* _YOUR INSTRUCTIONS_: Every line below that holds the string "size" should be copied.

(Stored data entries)
§ §
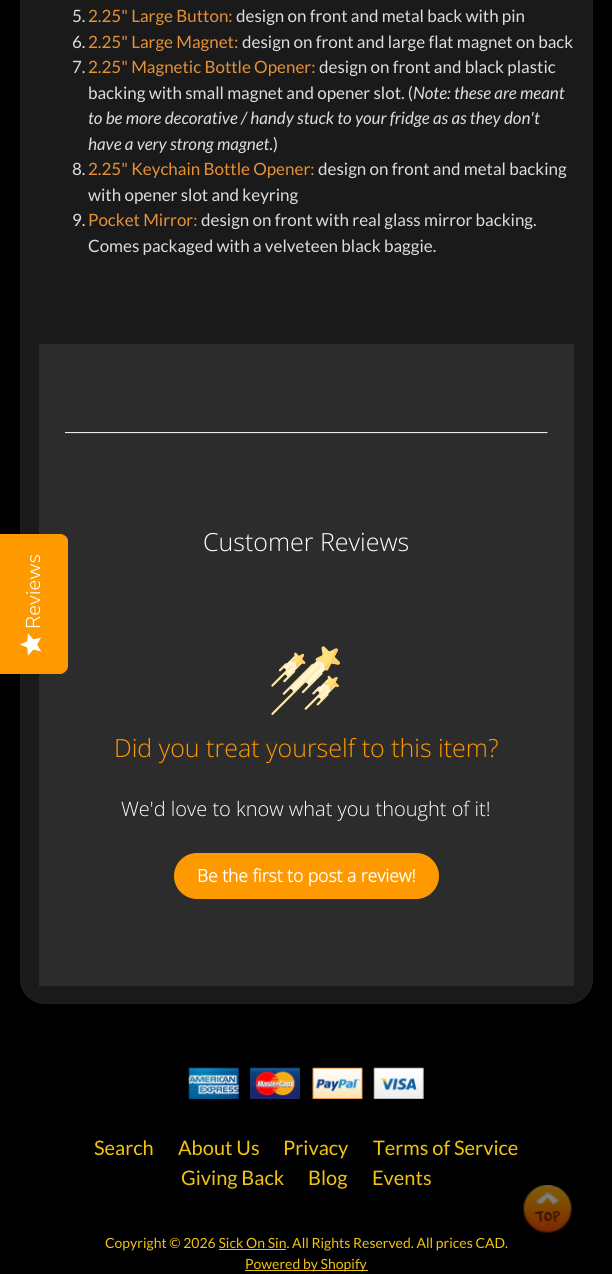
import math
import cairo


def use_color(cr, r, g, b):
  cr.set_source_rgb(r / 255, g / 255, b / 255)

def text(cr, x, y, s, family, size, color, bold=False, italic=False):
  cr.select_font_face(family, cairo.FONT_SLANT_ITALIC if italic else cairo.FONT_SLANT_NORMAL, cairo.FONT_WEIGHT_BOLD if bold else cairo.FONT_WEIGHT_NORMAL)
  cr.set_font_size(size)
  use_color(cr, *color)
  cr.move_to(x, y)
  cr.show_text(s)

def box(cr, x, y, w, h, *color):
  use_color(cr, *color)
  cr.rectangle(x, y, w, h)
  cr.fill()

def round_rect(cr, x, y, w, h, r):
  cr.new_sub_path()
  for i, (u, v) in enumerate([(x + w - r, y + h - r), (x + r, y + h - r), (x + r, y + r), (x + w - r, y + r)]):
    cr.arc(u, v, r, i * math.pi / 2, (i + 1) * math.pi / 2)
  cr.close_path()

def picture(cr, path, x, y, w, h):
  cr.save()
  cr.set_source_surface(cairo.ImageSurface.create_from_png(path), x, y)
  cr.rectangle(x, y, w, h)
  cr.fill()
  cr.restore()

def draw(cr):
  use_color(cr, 0, 0, 0)
  cr.paint()
  use_color(cr, 26, 26, 26)
  round_rect(cr, 20, -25, 573, 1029, 25)
  cr.fill()
  round_rect(cr, 20.5, -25.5, 572, 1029, 24.5)
  cr.set_source_rgba(0.133, 0.133, 0.133, 0.7)
  cr.set_line_width(1)
  cr.stroke()
  box(cr, 39, 344, 535, 642, 44, 44, 44)
  use_color(cr, 255, 153, 0)
  cr.new_path()
  cr.move_to(0, 674)
  cr.line_to(0, 534)
  cr.line_to(60, 534)
  cr.curve_to(64, 534, 68, 537, 68, 541)
  cr.line_to(68, 666)
  cr.curve_to(68, 670, 64, 674, 60, 674)
  cr.close_path()
  cr.fill()
  picture(cr, "img_01.png", 20, 633, 22, 23)
  picture(cr, "img_02.png", 65, 432, 483, 2)
  picture(cr, "img_03.png", 271, 646, 69, 69)
  round_rect(cr, 174, 853, 265, 46, 23)
  cr.fill()
  picture(cr, "img_04.png", 188, 1067, 51, 32)
  picture(cr, "img_05.png", 250, 1067, 50, 32)
  picture(cr, "img_06.png", 312, 1067, 51, 32)
  picture(cr, "img_07.png", 373, 1067, 51, 32)
  picture(cr, "img_08.png", 523, 1185, 49, 49)
  box(cr, 219, 1249, 67, 1, 241, 196, 15)
  box(cr, 245, 1270, 123, 1, 241, 196, 15)
  cr.save()
  cr.translate(40, 629)
  cr.rotate(-90 * math.pi / 180)
  text(cr, 0, 0, "Reviews", "Nunito Sans Light", 20, (255, 255, 255))
  cr.restore()
  text(cr, 72, 22, "5.", "Lato", 17, (221, 221, 221))
  text(cr, 88, 22, "2.25\" Large Button:", "Lato", 17, (230, 145, 56))
  text(cr, 236, 22, "design on front and metal back with pin", "Lato", 17, (221, 221, 221))
  text(cr, 72, 48, "6.", "Lato", 17, (221, 221, 221))
  text(cr, 88, 48, "2.25\" Large Magnet:", "Lato", 17, (230, 145, 56))
  text(cr, 242, 48, "design on front and large flat magnet on back", "Lato", 17, (221, 221, 221))
  text(cr, 72, 73, "7.", "Lato", 17, (221, 221, 221))
  text(cr, 88, 73, "2.25\" Magnetic Bottle Opener:", "Lato", 17, (230, 145, 56))
  text(cr, 319, 73, "design on front and black plastic", "Lato", 17, (221, 221, 221))
  text(cr, 88, 99, "backing with small magnet and opener slot. (", "Lato", 17, (221, 221, 221))
  text(cr, 413, 99, "Note: these are meant", "Lato", 17, (221, 221, 221), italic=True)
  text(cr, 88, 124, "to be more decorative / handy stuck to your fridge as as they don't", "Lato", 17, (221, 221, 221), italic=True)
  text(cr, 88, 150, "have a very strong magnet.", "Lato", 17, (221, 221, 221), italic=True)
  text(cr, 273, 150, ")", "Lato", 17, (221, 221, 221))
  text(cr, 72, 175, "8.", "Lato", 17, (221, 221, 221))
  text(cr, 88, 175, "2.25\" Keychain Bottle Opener:", "Lato", 17, (230, 145, 56))
  text(cr, 318, 175, "design on front and metal backing", "Lato", 17, (221, 221, 221))
  text(cr, 88, 201, "with opener slot and keyring", "Lato", 17, (221, 221, 221))
  text(cr, 72, 226, "9.", "Lato", 17, (221, 221, 221))
  text(cr, 88, 226, "Pocket Mirror:", "Lato", 17, (230, 145, 56))
  text(cr, 201, 226, "design on front with real glass mirror backing.", "Lato", 17, (221, 221, 221))
  text(cr, 88, 252, "Comes packaged with a velveteen black baggie.", "Lato", 17, (221, 221, 221))
  text(cr, 203, 551, "Customer Reviews", "Open Sans Light", 25, (255, 255, 255))
  text(cr, 114, 757, "Did you treat yourself to this item?", "Open Sans Light", 25, (255, 153, 0))
  text(cr, 121, 816, "We'd love to know what you thought of it!", "Open Sans Light", 20, (255, 255, 255))
  text(cr, 197, 882, "Be the first to post a review!", "Open Sans", 17.5, (255, 255, 255), bold=True)
  text(cr, 94, 1155, "Search", "Lato", 20, (241, 196, 15))
  text(cr, 178, 1155, "About Us", "Lato", 20, (241, 196, 15))
  text(cr, 283, 1155, "Privacy", "Lato", 20, (241, 196, 15))
  text(cr, 373, 1155, "Terms of Service", "Lato", 20, (241, 196, 15))
  text(cr, 181, 1185, "Giving Back", "Lato", 20, (241, 196, 15))
  text(cr, 308, 1185, "Blog", "Lato", 20, (241, 196, 15))
  text(cr, 372, 1185, "Events", "Lato", 20, (241, 196, 15))
  text(cr, 105, 1248, "Copyright © 2026 Sick On Sin. All Rights Reserved. All prices CAD.", "Lato", 14, (241, 196, 15))
  text(cr, 245, 1269, "Powered by Shopify", "Lato", 14, (241, 196, 15))


surface = cairo.ImageSurface(cairo.FORMAT_RGB24, 612, 1274)
cr = cairo.Context(surface)
options = cairo.FontOptions()
options.set_hint_metrics(cairo.HINT_METRICS_OFF)
options.set_hint_style(cairo.HINT_STYLE_NONE)
cr.set_font_options(options)
cr.set_miter_limit(4)
draw(cr)
surface.write_to_png("out.png")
§ §
* _FINISHED EXERCISE_:
def text(cr, x, y, s, family, size, color, bold=False, italic=False):
  cr.set_font_size(size)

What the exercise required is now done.